▶ [ABOUT THIS TASK]
A full, exact copy of the listing is needed, with images omitted.

▶ [RECORDS SHOWN]
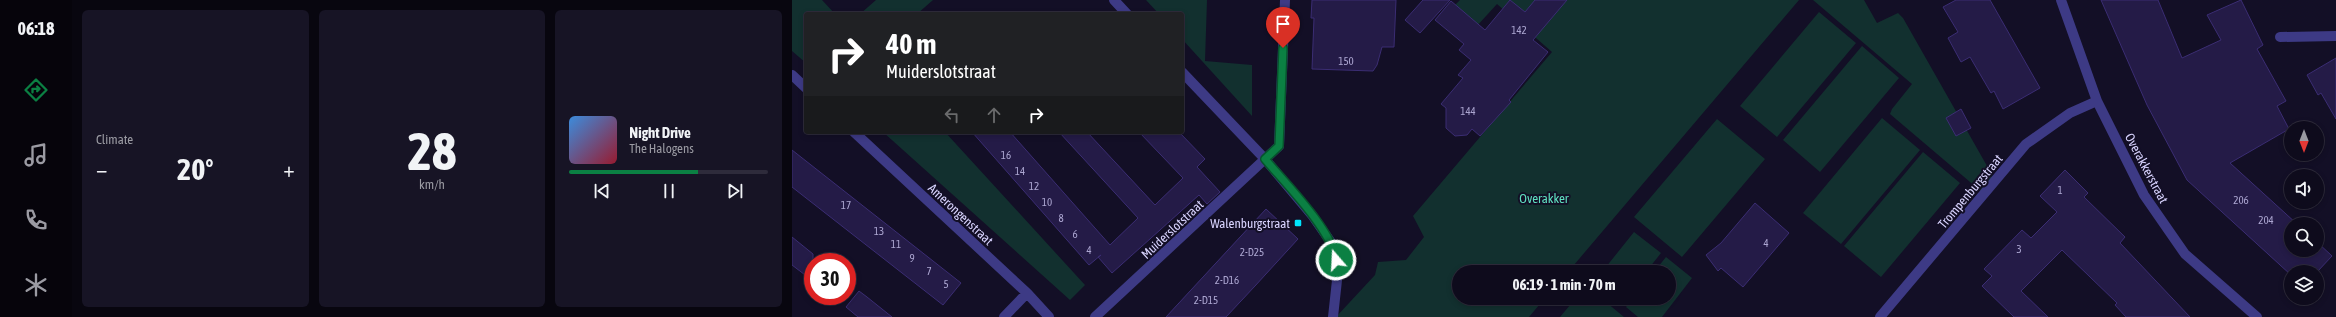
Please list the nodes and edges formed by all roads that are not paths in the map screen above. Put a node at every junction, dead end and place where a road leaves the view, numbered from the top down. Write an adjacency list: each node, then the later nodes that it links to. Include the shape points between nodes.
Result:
1 (1114, 0): 4 (street)
2 (1286, 0): 12 (street, Muiderslotstraat, via 1279,146)
3 (2061, 0): 10 (street, Overakkerstraat)
4 (1125, 12)
5 (2336, 36): 6 (street)
6 (2280, 37)
7 (1184, 74): 12 (street)
8 (792, 75): 9 (street)
9 (804, 86)
10 (2097, 101): 18 (street, Trompenburgstraat, via 2070,113 2026,144); 19 (street, Overakkerstraat, via 2144,195 2185,254)
11 (856, 134): 13 (street, Amerongenstraat)
12 (1265, 159): 16 (street, Muiderslotstraat); 17 (street, via 1312,215 1335,248 1338,271)
13 (1027, 293): 14 (street); 15 (street, Amerongenstraat)
14 (1004, 317)
15 (1049, 317)
16 (1095, 317)
17 (1330, 317)
18 (1880, 317)
19 (2257, 317)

▶ [RESULT]
Please list the nodes and edges formed by all roads that are not paths in the map screen above. Put a node at every junction, dead end and place where a road leaves the view, numbered from the top down. Write an adjacency list: each node, then the later nodes that it links to. Include the shape points between nodes.
Result:
1 (1114, 0): 4 (street)
2 (1286, 0): 12 (street, Muiderslotstraat, via 1279,146)
3 (2061, 0): 10 (street, Overakkerstraat)
4 (1125, 12)
5 (2336, 36): 6 (street)
6 (2280, 37)
7 (1184, 74): 12 (street)
8 (792, 75): 9 (street)
9 (804, 86)
10 (2097, 101): 18 (street, Trompenburgstraat, via 2070,113 2026,144); 19 (street, Overakkerstraat, via 2144,195 2185,254)
11 (856, 134): 13 (street, Amerongenstraat)
12 (1265, 159): 16 (street, Muiderslotstraat); 17 (street, via 1312,215 1335,248 1338,271)
13 (1027, 293): 14 (street); 15 (street, Amerongenstraat)
14 (1004, 317)
15 (1049, 317)
16 (1095, 317)
17 (1330, 317)
18 (1880, 317)
19 (2257, 317)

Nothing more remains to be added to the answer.